As I pointed out last week in the heads up article about Microsoft's mammoth Patch Tuesday, the number of updates is more or less irrelevant to most consumers and even small businesses. If you have Automatic Update enabled and configured to download and install the latest Microsoft updates in the middle of the night while you're sleeping, it doesn't really matter if there are two security bulletins, or twenty-two. Either way you wake up to a freshly patched--and probably rebooted--system.

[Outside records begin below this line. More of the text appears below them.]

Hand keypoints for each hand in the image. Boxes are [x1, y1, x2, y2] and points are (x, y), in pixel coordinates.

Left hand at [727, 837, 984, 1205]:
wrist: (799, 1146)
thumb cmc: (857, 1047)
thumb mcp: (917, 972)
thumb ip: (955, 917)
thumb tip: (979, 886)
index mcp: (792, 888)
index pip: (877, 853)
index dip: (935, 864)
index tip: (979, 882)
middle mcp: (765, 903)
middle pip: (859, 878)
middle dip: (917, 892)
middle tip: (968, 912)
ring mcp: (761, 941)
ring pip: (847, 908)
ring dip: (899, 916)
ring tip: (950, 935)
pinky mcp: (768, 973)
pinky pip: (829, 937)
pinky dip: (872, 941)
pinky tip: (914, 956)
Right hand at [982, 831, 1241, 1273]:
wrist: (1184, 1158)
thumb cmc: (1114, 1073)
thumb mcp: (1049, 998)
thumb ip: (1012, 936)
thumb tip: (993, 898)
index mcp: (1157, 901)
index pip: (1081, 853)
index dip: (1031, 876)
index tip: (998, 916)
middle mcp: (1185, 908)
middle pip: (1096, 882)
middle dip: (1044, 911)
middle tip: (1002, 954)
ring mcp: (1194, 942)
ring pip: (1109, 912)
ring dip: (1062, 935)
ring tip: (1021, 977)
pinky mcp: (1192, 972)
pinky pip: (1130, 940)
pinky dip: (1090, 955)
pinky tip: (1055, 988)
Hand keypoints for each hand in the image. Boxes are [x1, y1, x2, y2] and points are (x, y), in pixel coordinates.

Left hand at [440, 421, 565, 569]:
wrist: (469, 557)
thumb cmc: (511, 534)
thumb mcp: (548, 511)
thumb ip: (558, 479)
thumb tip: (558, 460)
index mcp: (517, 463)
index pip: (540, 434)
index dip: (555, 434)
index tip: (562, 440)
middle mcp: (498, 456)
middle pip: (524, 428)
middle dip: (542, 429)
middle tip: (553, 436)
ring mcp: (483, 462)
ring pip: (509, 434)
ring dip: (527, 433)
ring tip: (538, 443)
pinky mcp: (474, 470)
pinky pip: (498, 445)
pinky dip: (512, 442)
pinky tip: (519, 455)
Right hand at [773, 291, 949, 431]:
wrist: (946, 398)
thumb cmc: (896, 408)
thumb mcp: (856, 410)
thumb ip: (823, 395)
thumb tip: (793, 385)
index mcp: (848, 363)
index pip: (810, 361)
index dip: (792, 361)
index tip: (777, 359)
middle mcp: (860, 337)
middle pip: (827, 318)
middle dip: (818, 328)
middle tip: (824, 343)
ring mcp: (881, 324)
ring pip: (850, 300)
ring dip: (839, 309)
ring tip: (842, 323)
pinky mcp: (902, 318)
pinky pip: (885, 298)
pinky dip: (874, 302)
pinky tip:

But, for larger companies where IT admins must test patches to ensure they don't conflict with business-critical applications, or cause any issues that might impede productivity, and where the deployment has to be managed and coordinated across hundreds, thousands, or even tens of thousands of PCs, it's another story.
Tyler Reguly, Technical Manager of Security Research and Development for nCircle, commented, "When I take a look at the list of bulletins for today, only one word comes to mind: overwhelming. I'm glad I only have to develop detection of these vulnerabilities once and not apply the patches to thousands of systems."
Joshua Talbot, security intelligence manager, Symantec Security Response, points out that Microsoft sets a record this month with 30 separate vulnerabilities being addressed in a single patch update. MS11-034 addresses 30 privilege escalation issues within Windows kernel-mode drivers.
"The most important patches this month are part of the cumulative security update for Internet Explorer," according to Talbot. "The majority of the vulnerabilities fixed affect IE 6, 7 and 8; this translates to an extremely wide install base of affected software. The fact they are also all drive-by download issues--where a user simply has to visit a compromised Website for the vulnerability to be exploited--also increases their severity."
nCircle Director of Security Operations, Andrew Storms, agrees that Cumulative Security Update for Internet Explorer (MS11-018) is a crucial update to apply, but also considers the SMB patches to be just as urgent.
Storms explains that two of the flaws addressed in the IE update are already being targeted with exploits, so it is critical to get that update applied. But, he also stresses that at least one of the SMB flaws is "network aware" and could be used to create a worm like Conficker which spread tenaciously across networks around the world.
Storms says, "If I absolutely had to pick between the two bugs, I would patch IE first and then immediately patch SMB. You can't delay either of these two patches this month."
Each network environment and Microsoft infrastructure is unique, though. It is up to individual IT and security administrators to determine the exposure to, and potential impact from attacks that might exploit these vulnerabilities, and to prioritize the patch order based on that risk analysis. The bottom line, though, is that there are a lot of patches this month, and a lot of them are urgent, so don't waste too much time. Get patching.